Zur Auswahl des Winterhafens kannst du folgende Kriterien bedenken:

  • Lage zum Dorf: Ist der Hafen weit außerhalb, kann die Verbindung im Winter wenn die Schiffe stillliegen schwierig werden.
  • Wind- und Wetterverhältnisse: Finde heraus, ob das Gebiet von Fallwinden geplagt, für massiven Schneefall bekannt ist,…
  • Sonnenstunden: Liegt der Hafen eingekesselt in einem Bergtal, wird die Yacht lange Zeit im Schatten verbringen.
  • Verfügt der Hafen über Schwimmstege und bietet er Schutz aus allen Richtungen?
  • Erreichbarkeit von öffentlichen Verkehrsmitteln: Ist die Verbindung zu einem Flughafen gegeben, falls ein kurzer Besuch daheim angemacht ist?
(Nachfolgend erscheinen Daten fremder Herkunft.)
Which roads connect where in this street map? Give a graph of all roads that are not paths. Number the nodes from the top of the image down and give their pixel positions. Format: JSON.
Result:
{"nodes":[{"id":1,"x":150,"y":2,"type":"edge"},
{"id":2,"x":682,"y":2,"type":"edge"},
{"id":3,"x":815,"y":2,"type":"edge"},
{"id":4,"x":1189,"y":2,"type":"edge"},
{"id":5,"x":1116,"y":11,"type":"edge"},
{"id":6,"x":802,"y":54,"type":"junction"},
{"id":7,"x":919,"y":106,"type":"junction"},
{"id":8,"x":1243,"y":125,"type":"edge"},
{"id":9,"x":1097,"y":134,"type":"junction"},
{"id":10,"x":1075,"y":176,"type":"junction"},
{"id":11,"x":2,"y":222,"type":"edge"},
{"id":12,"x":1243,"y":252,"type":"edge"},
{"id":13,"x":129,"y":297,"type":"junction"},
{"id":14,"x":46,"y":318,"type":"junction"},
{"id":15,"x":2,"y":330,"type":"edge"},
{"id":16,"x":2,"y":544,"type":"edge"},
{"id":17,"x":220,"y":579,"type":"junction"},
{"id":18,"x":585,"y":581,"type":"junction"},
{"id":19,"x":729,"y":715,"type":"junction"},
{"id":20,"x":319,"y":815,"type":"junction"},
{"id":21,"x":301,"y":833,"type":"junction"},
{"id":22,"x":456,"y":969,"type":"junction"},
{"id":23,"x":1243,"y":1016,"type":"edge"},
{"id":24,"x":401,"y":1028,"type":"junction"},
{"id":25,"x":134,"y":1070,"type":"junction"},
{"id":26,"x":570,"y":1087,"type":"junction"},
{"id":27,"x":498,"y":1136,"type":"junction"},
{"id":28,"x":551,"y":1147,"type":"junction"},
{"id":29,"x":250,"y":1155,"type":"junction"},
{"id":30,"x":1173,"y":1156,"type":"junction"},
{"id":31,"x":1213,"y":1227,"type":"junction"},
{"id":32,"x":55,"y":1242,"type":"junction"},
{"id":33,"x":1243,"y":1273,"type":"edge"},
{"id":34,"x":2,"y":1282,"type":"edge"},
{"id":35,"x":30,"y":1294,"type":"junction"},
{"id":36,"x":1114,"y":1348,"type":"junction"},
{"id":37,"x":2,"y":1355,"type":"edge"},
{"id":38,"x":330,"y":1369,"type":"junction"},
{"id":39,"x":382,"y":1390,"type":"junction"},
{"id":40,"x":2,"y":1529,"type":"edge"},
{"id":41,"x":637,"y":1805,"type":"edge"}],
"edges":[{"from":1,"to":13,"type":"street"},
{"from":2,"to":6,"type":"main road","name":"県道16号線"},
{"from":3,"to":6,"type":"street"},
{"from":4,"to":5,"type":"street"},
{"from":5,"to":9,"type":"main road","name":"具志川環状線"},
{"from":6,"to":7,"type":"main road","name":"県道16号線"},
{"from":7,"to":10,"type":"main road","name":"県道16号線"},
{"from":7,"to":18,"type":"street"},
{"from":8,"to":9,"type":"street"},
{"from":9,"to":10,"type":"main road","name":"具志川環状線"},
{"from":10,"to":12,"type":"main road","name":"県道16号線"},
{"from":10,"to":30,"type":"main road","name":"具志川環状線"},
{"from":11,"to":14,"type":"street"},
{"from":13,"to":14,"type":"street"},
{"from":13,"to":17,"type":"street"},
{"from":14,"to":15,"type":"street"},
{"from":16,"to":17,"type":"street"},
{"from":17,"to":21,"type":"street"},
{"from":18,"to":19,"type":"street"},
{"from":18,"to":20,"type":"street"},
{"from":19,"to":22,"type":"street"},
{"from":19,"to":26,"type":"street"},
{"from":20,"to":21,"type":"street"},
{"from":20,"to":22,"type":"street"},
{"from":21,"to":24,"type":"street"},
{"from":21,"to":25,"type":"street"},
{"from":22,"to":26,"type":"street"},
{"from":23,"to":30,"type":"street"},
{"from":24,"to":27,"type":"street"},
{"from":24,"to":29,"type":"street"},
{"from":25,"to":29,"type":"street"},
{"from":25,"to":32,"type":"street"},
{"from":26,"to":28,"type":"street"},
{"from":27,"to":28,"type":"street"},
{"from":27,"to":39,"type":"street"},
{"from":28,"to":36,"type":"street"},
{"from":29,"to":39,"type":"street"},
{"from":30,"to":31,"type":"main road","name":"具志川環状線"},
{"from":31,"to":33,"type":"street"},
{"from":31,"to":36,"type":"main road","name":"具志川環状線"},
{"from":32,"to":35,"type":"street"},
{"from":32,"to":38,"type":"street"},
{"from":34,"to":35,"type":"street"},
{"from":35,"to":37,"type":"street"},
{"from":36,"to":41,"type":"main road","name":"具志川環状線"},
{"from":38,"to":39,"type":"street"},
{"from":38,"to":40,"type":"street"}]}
  • Versorgungsmöglichkeiten:  Bietet das Dorf Einkaufsmöglichkeiten und vielleicht sogar Unterhaltung?
  • Umgebung: Kann der Winter in dieser Umgebung auch genossen werden? Gibt es Winterwandertouren, Langlaufloipen, Skimöglichkeiten,….
  • Wird die Hafenanlage im Winter teilweise geschlossen? Kannst du trotzdem Wasser und Strom beziehen und gibt es Toiletten und Duschen in der Nähe?

In diesem Sinne, warum immer nur den kurzen Sommer der Hohen Breiten erleben? Die Überwinterung in diesen Regionen ist ein besonderes Erlebnis!